Q: Is there ever a case where a patient’s behavior is so outrageous they have to be removed from the facility or transferred? Is that ever a possibility?
Fenner: I’ve not encountered that. Most people, if you can’t get a reaction from the patient, generally you can get a reaction from the family member.
The most typical cases, unfortunately, are with geriatric patients who might have Alzheimer’s or some other form of dementia and just don’t have the same control over behaviors. Then you can enlist family members: “Hey, can you talk with Dad/Mom about what they’re doing?”
I’m not aware of an institution discharging a patient [because of sexual harassment], but I am aware of the fact that institutions need to make proactive, firm efforts to manage patient behavior.
[Also,] the more typical incidents for harassment or hostile work environments come from within the institution itself. Employees to physicians, physicians to employees, supervisors [to staff]: that’s way more typical.

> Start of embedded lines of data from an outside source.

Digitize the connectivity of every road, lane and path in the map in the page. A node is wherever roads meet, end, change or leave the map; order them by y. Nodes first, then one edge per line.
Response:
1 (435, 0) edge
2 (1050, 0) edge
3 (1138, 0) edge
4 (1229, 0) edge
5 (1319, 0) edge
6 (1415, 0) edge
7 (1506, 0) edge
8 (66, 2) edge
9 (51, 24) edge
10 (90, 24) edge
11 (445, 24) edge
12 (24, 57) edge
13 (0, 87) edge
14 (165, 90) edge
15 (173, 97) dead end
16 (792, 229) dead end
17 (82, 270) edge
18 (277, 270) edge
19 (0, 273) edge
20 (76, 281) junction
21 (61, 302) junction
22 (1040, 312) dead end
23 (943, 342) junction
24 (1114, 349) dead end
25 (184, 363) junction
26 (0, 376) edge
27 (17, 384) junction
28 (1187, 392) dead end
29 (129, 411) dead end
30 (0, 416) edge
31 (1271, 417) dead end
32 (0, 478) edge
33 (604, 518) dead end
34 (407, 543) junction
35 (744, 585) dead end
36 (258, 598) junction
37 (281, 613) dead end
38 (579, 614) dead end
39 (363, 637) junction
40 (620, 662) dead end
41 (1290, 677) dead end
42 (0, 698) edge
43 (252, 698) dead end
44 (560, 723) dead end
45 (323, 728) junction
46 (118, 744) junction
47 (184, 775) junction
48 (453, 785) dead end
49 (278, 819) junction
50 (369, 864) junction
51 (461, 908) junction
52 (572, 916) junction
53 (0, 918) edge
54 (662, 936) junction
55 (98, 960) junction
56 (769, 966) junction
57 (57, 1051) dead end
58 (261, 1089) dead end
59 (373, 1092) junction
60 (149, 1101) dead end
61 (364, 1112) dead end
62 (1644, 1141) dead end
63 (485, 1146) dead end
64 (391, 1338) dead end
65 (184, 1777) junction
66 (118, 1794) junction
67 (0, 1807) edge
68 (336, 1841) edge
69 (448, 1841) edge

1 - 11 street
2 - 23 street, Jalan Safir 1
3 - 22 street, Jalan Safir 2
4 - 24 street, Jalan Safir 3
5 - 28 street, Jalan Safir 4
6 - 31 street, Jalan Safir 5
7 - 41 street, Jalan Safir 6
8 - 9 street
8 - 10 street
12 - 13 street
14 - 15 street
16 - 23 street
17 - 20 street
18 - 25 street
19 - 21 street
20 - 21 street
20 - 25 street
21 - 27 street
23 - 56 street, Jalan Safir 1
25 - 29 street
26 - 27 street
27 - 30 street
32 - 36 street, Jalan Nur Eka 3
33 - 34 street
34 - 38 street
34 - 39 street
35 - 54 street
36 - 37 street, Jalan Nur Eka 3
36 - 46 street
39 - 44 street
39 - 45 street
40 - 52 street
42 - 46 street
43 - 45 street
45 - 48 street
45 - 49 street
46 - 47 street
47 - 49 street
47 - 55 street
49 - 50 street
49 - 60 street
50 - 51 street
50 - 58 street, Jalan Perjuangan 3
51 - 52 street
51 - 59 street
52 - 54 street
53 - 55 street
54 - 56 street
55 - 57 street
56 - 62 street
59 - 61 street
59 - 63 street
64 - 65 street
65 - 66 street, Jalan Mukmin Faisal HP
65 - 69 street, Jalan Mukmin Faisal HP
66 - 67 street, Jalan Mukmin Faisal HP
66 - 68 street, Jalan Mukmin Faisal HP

Q: How can you tell when your anti-harassment program is working?
Fenner: There’s several factors. One is the level of activity around respect and interpersonal behavior and the discussion about it is robust, but not necessarily trivializing.
Two, reported cases of harassment become few and far between. People are comfortable making complaints and know that their complaints are going to be kept confidential. That there’s going to be a prompt investigation to see if they merit attention. And if they merit attention, then the appropriate consequences occur.
But I think you keep the complaints few and far between, you have a robust program for onboarding staff in a way that acquaints them to your policies and procedures and your zero-tolerance expectations. We really need to say, “We don’t do this, period. We don’t tolerate this, period. It’s part of our values; a safe and respectful work environment is as important to us as safe and respectful patient care.”
It all goes hand in hand; it’s all part of the organization’s ethics. It becomes woven into the fabric of how members of the organization treat each other and expect to be treated.
Q: Is there anything else you wanted to add?
Fenner: I suspect we’re going to see much more attention to this in healthcare, because it’s in the headlines. We know that we have some healthcare incidents that have gotten national attention. We know that CMS takes this seriously, Joint Commission takes this seriously. So healthcare organizations need to review their vows about how they provide a safe working environment for employees. I think it’s the right thing to do and the smart thing to do, because it’s going to come up.